I Wesley F. Sine, agree to pay a commission of $60,000.00 minimum to Owner Realty Corp. if the New House Hotel is sold to any of the persons listed below or to their associates which is through the efforts of Owner Corp. Realty, either directly or indirectly. [Emphasis added.]

The plaintiff produced a prospective purchaser, (but not one set forth in the document), who offered to purchase the hotel for the sum of $1,200,000, subject to the following conditions: (1) physical inspection of defendant's books verifying gross business of $600,000 by the hotel in 1976, and an audit if desired, and (2) defendant to pay the buyer's normal closing costs.
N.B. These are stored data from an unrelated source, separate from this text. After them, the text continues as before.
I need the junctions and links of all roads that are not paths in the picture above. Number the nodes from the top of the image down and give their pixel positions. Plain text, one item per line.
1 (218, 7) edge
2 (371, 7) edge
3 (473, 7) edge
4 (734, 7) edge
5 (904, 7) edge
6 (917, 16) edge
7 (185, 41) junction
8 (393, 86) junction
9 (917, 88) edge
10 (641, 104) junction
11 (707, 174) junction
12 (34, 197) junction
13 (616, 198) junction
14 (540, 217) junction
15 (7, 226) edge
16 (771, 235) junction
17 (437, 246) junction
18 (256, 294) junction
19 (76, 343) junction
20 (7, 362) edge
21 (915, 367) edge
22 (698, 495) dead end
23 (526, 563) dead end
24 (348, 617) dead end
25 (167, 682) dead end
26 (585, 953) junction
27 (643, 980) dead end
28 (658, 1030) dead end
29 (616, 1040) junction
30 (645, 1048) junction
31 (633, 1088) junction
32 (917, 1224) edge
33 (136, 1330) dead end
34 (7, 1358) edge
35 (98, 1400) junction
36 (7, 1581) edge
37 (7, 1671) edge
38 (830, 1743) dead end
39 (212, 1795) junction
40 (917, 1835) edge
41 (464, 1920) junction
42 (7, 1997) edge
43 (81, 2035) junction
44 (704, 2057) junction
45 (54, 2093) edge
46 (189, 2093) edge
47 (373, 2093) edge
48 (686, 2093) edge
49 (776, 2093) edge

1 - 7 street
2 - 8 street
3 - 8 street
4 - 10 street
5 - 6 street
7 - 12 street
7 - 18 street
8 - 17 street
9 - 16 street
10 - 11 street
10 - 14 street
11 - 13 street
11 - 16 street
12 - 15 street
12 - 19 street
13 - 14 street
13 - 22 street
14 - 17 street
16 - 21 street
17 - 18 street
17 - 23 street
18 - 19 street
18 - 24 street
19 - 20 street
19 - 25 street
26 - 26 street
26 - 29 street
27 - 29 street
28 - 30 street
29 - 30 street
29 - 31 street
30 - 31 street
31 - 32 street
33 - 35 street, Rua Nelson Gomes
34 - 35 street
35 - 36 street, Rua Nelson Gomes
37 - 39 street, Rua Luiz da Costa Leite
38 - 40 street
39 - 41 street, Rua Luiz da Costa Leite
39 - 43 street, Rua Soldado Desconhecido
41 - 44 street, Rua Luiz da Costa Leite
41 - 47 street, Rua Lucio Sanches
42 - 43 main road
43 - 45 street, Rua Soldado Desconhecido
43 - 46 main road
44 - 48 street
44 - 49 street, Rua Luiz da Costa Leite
The offer was rejected and no sale was consummated.

Plaintiff contends that it produced a ready, willing and able purchaser of a price which defendant should have been willing to accept. The claim is that by rejecting the conditional offer, defendant caused plaintiff to lose its rightful $60,000 sales commission.

The trial court was of the opinion that the document in question was not a sufficient memorandum to satisfy the statute of frauds[1] and hence was unenforceable. Consequently, summary judgment was granted in favor of defendant.

Under the rules of appellate review, we affirm the trial court if we can do so on any proper ground even if the court below assigned an incorrect reason for its ruling.[2]

The complaint failed to state a cause of action by reason of the fact that the purported purchaser was not one of those set forth in the document and there was never any sale made. The commission was to be paid only in the case of a sale to one of the persons listed in the document.

The plaintiff drafted the document and it was incumbent upon it to comply therewith if it was to earn the stated commission. Had the language been in the usual form of real estate listings,[3] then there may well be merit to a claim for a commission even though the seller should refuse to consummate the sale. However, in the instant case, there was no agreement on the part of the defendant to accept the offer made, and since no sale was consummated, no commission was earned.

The plaintiff further contends that the purported purchaser was an "associate" of one of the purchasers named in the document, to wit: a brother. We need not decide whether the brother was an "associate" within the meaning of the document because the fact that no sale was made is controlling here.

The trial court is affirmed. Costs to defendant.

NOTES

[1] U.C.A., 1953, 25-5-4(5). The trial court concluded that the document did not contain the contemplated sales price and that parol evidence would not be admissible to establish such an essential term.

[2] Peterson v. Fowler, 29 Utah 2d 366, 510 P.2d 523 (1973); 5 C.J.S. App. & Error ยง 1464(1). Limb v. Federated Milk, 23 Utah 2d 222, 461 P.2d 290 (1969).

[3] The usual case is that a commission is promised to be paid if a ready, able, and willing purchaser is produced who agrees to the price demanded by the seller.